With respect to all but one defendant, Justice abandoned its civil case under Obama, not Bush — no matter what Olbermann and his comrades would like to believe. 

This slide, presented by David Blackwood, general counsel of the U.S. Commission on Civil Rights (USCCR), at its July 6 meeting, lays out some of the relevant details.

Or consider the following, more detailed timeline, which shows that Obama, not Bush, let the NBPP and two of its leaders run free, leaving a third NBPP leader to endure something resembling less of a wrist slap and more of a wrist massage:

November 4, 2008: The New Black Panther Party’s Jerry Jackson and Minister King Samir Shabazz intimidate voters and poll watchers at a Philadelphia precinct.

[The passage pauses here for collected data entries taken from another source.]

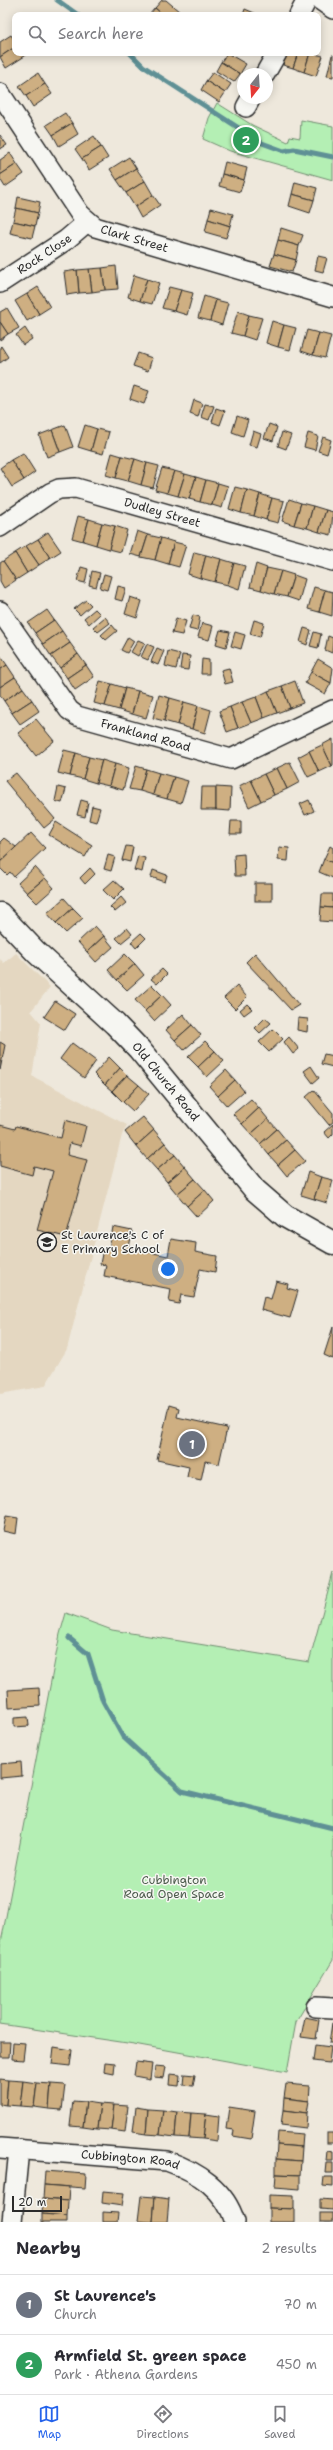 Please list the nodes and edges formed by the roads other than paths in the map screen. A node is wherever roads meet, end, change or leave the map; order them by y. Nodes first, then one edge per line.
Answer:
1 (307, 0) edge
2 (320, 0) edge
3 (333, 10) edge
4 (300, 12) edge
5 (275, 56) edge
6 (268, 68) edge
7 (0, 93) edge
8 (87, 222) junction
9 (0, 283) edge
10 (333, 297) edge
11 (0, 526) edge
12 (333, 561) edge
13 (0, 611) edge
14 (333, 710) edge
15 (0, 914) edge
16 (333, 1244) edge
17 (9, 2148) edge
18 (12, 2222) edge
19 (235, 2222) edge

1 - 4 street
2 - 3 street
5 - 6 street
7 - 8 street, Clark Street
8 - 9 street, Rock Close
8 - 10 street, Clark Street
11 - 12 street, Dudley Street
13 - 14 street, Frankland Road
15 - 16 main road, Old Church Road
17 - 18 street
17 - 19 street, Cubbington Road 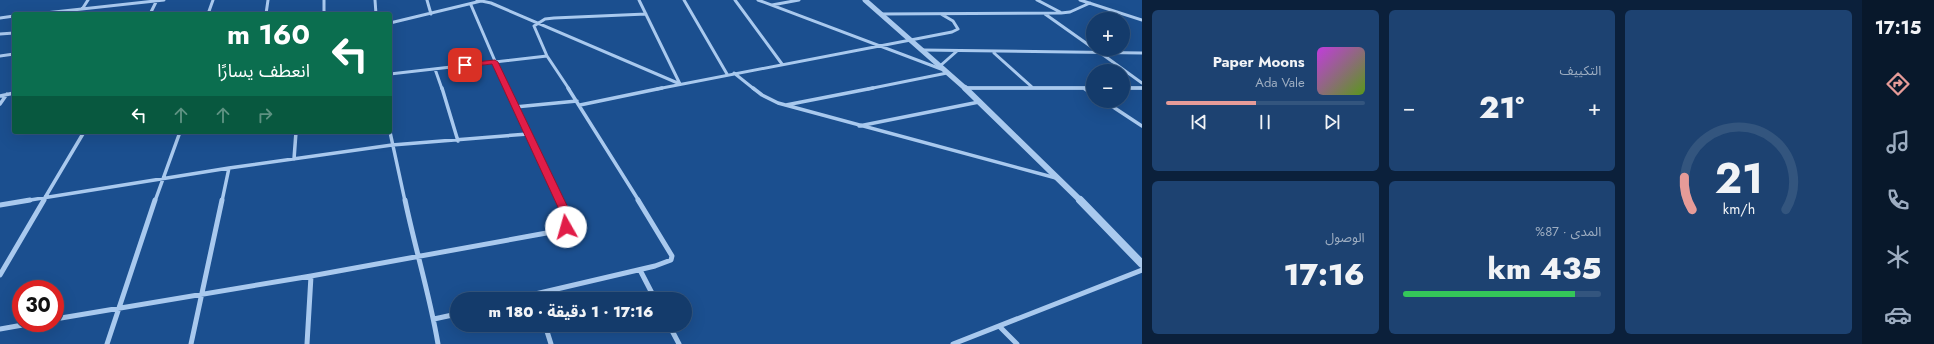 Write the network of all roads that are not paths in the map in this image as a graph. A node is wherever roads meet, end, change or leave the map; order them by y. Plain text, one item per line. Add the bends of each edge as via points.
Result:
1 (88, 0) edge
2 (157, 0) edge
3 (164, 0) edge
4 (213, 0) edge
5 (268, 0) edge
6 (324, 0) edge
7 (375, 0) edge
8 (427, 0) edge
9 (481, 0) edge
10 (639, 0) edge
11 (684, 0) edge
12 (735, 0) edge
13 (758, 0) edge
14 (799, 0) edge
15 (865, 0) edge
16 (1037, 0) edge
17 (1080, 0) edge
18 (490, 1) edge
19 (1090, 3) junction
20 (471, 5) junction
21 (772, 5) junction
22 (82, 9) junction
23 (54, 12) edge
24 (80, 12) edge
25 (151, 12) edge
26 (209, 12) edge
27 (266, 12) edge
28 (324, 12) edge
29 (376, 12) edge
30 (1061, 13) junction
31 (431, 14) junction
32 (646, 14) junction
33 (879, 14) junction
34 (941, 14) junction
35 (1045, 14) junction
36 (12, 16) edge
37 (0, 18) edge
38 (1142, 20) edge
39 (392, 23) edge
40 (536, 23) junction
41 (12, 33) edge
42 (0, 34) edge
43 (911, 40) junction
44 (1086, 42) edge
45 (879, 46) junction
46 (922, 50) junction
47 (957, 51) junction
48 (994, 52) junction
49 (1130, 53) edge
50 (1142, 53) edge
51 (12, 54) edge
52 (1086, 54) edge
53 (0, 56) edge
54 (547, 56) junction
55 (1104, 56) edge
56 (495, 62) junction
57 (782, 64) junction
58 (435, 69) junction
59 (943, 69) junction
60 (734, 73) junction
61 (392, 74) edge
62 (727, 74) junction
63 (1142, 83) edge
64 (680, 84) junction
65 (965, 88) junction
66 (1032, 88) junction
67 (1084, 88) edge
68 (1130, 88) edge
69 (1142, 88) edge
70 (12, 93) edge
71 (7, 94) junction
72 (0, 96) edge
73 (577, 100) junction
74 (979, 102) junction
75 (0, 104) edge
76 (580, 105) junction
77 (786, 105) junction
78 (515, 107) junction
79 (1115, 108) edge
80 (858, 126) junction
81 (1142, 126) edge
82 (83, 134) edge
83 (179, 134) edge
84 (296, 134) edge
85 (390, 134) edge
86 (528, 134) junction
87 (458, 140) junction
88 (392, 146) junction
89 (294, 159) junction
90 (229, 168) junction
91 (162, 179) junction
92 (1059, 179) junction
93 (45, 198) junction
94 (0, 205) edge
95 (417, 256) junction
96 (1142, 264) edge
97 (640, 270) junction
98 (1142, 270) edge
99 (0, 275) edge
100 (311, 276) junction
101 (552, 292) edge
102 (652, 292) edge
103 (202, 295) junction
104 (118, 308) junction
105 (450, 316) edge
106 (64, 317) edge
107 (434, 320) junction
108 (1000, 326) junction
109 (12, 327) edge
110 (0, 329) edge
111 (547, 332) edge
112 (673, 332) edge
113 (106, 344) edge
114 (191, 344) edge
115 (307, 344) edge
116 (438, 344) edge
117 (551, 344) edge
118 (679, 344) edge
119 (953, 344) edge
120 (1017, 344) edge

1 - 22 street
2 - 3 street
2 - 22 street
2 - 25 street
4 - 26 street
5 - 27 street
6 - 28 street
7 - 29 street
8 - 31 street
9 - 18 street
9 - 20 street
10 - 32 street
11 - 62 street
12 - 57 street
13 - 21 street
14 - 21 street
15 - 33 street
16 - 30 street
17 - 19 street
18 - 40 street
19 - 30 street
19 - 38 street
20 - 31 street
20 - 56 street
21 - 45 street
22 - 23 street
22 - 24 street
30 - 35 street
31 - 39 street
32 - 40 street via 554,18
32 - 64 street
33 - 34 street
33 - 43 street
34 - 35 street
34 - 43 street via 954,21 958,29
35 - 44 street
36 - 37 street
40 - 54 street via 534,29
40 - 64 street
41 - 42 street
43 - 45 street
43 - 46 street
45 - 57 street
45 - 59 street
46 - 47 street
46 - 59 street
47 - 48 street
47 - 59 street
48 - 52 street
48 - 66 street
49 - 50 street
51 - 53 street
54 - 56 street
54 - 73 street
55 - 63 street
56 - 58 street
56 - 78 street
57 - 60 street
58 - 61 street
58 - 87 street
59 - 65 street
59 - 77 street
60 - 62 street
60 - 77 street via 769,100
62 - 64 street
64 - 76 street
65 - 66 street
65 - 74 street
66 - 67 street
68 - 69 street
70 - 71 street
71 - 72 street
71 - 75 street
73 - 76 street
73 - 78 street
74 - 80 street
74 - 92 street
76 - 97 street via 672,256 665,264
77 - 80 street
78 - 86 street
79 - 81 street
80 - 92 street
82 - 93 street
83 - 91 street
84 - 89 street
85 - 88 street
86 - 87 street
86 - 95 street via 570,223 552,232
87 - 88 street
88 - 89 street
88 - 95 street
89 - 90 street
90 - 91 street
90 - 103 street
91 - 93 street
91 - 104 street
92 - 96 street
93 - 94 street
93 - 99 street
95 - 100 street
95 - 107 street
97 - 101 street
97 - 102 street
98 - 108 street via 1068,297
100 - 103 street
100 - 115 street
103 - 104 street
103 - 114 street
104 - 106 street
104 - 113 street
105 - 107 street
107 - 116 street
108 - 119 street
108 - 120 street
109 - 110 street
111 - 117 street
112 - 118 street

December 22, 2008: Career Justice Department attorneys Christopher Coats (chief of the Voting Section), Robert Popper (deputy chief), and trial attorney J. Christian Adams submit a memorandum to then–acting assistant attorney general Grace Chung Becker. They call for civil litigation against the NBPP and three of its members for violating the Voting Rights Act: “We propose seeking a remedy that prohibits the members of the NBPP from deploying athwart the entry of polling places in future elections.… We recommend that you consider simply authorizing the commencement of a lawsuit.” This document makes no mention of criminal charges.

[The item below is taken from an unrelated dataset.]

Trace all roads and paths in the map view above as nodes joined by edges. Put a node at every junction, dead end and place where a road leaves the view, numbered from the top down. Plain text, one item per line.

January 7, 2009: In the waning days of the Bush administration, the Justice Department files a civil lawsuit in Philadelphia against the NBPP as a party and against three of its members: party chief Malik Zulu Shabazz, Jerry Jackson, and Minister King Samir Shabazz.
 
January 20, 2009: Pres. George W. Bush leaves office and Barack Obama is inaugurated as president of the United States. Over the next few months, the NBPP ignores the Justice Department’s lawsuit. It neither shows up in court nor otherwise responds to this federal case.